Aphrodite: Security Properties of RISC-V

A flowchart of how Aphrodite works

Abstract

Hardware specification mining is a relatively new line of research that aims to develop a set of validation properties for use during the design validation phase of the hardware life-cycle. Prior work in this field has targeted open-source RISC architectures and relies on access to the register transfer level design including developers’ repositories, bugtracker databases, and email archives. We develop Aphrodite, a tool for specification mining generalized at the instruction set architecture (ISA) level. We use a full-system emulator with a lightweight extension to generate trace data over arbitrary assembly code or existing suites, such as Linux boot, and generate hardware properties which include both functional and security properties. Using the motivating example of the established GPR0 security property (for “General Purpose Register 0”, it is the property that the zeroth general purpose register must always be set to 0 for correct calculation of security-relevant operations), we show that Aphrodite may extract security-relevant, as well as functional, properties of the design. Our analysis provides insight into those properties that are guaranteed by the ISA and those that are required of the operating system.

Summary

I spoke yesterday afternoon at the joint annual meeting of the Northwest Scientific Association and the American Association for the Advancement of Science, Pacific Division at Western Washington University in Bellingham, WA. The image above is a link to my slide deck from that presentation, where I go through why we should care about hardware security, what it means for hardware to be secure, and how we use Aphrodite to study security properties. While it wasn’t necessarily a conference for computer scientists (indeed, a majority of presenters were from the Earth sciences), I did get a lot out of the experience, and I had the opportunity to visit a beautiful college campus while doing it.

My research notes give a blow-by-blow account of how I developed the software, as well as my learning process throughout the summer, as I gained a more detailed understanding of instruction sets, hardware design, processor architecture, and (perhaps most importantly) how to use open-source tools for software development.

The presentation gave a much higher-level and better organized overview of my research process. The summary below is from my Powerpoint speaker notes.

Overview

Our guiding question for this research is, “What are security-relevant properties of computer hardware?”

To answer that question, we have to collect data, analyze that data, and report the results.
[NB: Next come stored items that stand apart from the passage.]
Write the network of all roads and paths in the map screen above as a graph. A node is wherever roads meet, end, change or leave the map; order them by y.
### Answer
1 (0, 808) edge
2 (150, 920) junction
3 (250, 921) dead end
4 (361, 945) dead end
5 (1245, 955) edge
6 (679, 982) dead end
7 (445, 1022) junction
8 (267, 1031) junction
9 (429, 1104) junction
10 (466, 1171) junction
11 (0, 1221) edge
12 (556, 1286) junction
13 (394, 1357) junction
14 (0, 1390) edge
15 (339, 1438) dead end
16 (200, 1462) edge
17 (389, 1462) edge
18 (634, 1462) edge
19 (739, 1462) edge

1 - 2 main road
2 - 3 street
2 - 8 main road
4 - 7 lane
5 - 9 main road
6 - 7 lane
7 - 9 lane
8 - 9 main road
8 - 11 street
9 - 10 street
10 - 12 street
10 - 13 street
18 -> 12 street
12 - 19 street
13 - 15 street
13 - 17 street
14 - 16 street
We want to analyze what data the processor is holding, and where it’s holding those values. The key here is that we don’t want to change any of those values, so we have to “look in” from the outside without using the hardware to tell us what values it contains. It would be hard to do this on an actual physical computer chip, so we want to model our processor in software. As a result, we can print those values from internal data structures to the “host” machine without changing them.

The next step is data analysis. We use a technique called “data mining” to find out what the processor’s properties are. Then, we can check them against common security weaknesses, which have been studied and enumerated for a long time by people far smarter than me.

Finally, we have found security properties that we can now report! That’s this talk!

We use QEMU to virtualize the processor. It is a well-documented, open source tool, which makes it ideal for academic research—no pesky licensing fees or use restrictions. Next, we need a program that performs security-related tasks, such as an operating system. We chose Fedora Linux, a lightweight, open source OS. The tool we used for data mining is the Daikon invariant detector, a machine learning system developed by our colleagues at the University of Washington.

So, what is this thing we’re studying, the computer processor, and what does it do?

A simplified diagram of a computer's Central Processing Unit

The Central Processing Unit (CPU) can be considered the “control center” of a computer, because it’s where operations are performed. It’s organized into registers and logic units. There are different types of registers: CSRs, or Control and Status Registers, do a lot of important functions, many of which are security-relevant. Shown here are a few of many. The instruction register keeps track of the current instruction, the program counter gives us the address of the next instruction, and the clock keeps everything moving with electric pulses every nanosecond or so. Hardware manufacturers like to brag about the number of clock pulses per second, typically a number in GHz. General-purpose registers store data such as memory addresses, integers, characters, and more. These values interact with the Arithmetic Logic Unit, which has all the circuitry to perform operations such as addition, multiplication, bit shifts, AND, OR, XOR, NAND, NOT, XNOR…. The final category of registers I studied are the floating-point registers, which store fractional and very large values, kinda like scientific notation for binary. The Floating-Point Unit handles their specially-formatted computations.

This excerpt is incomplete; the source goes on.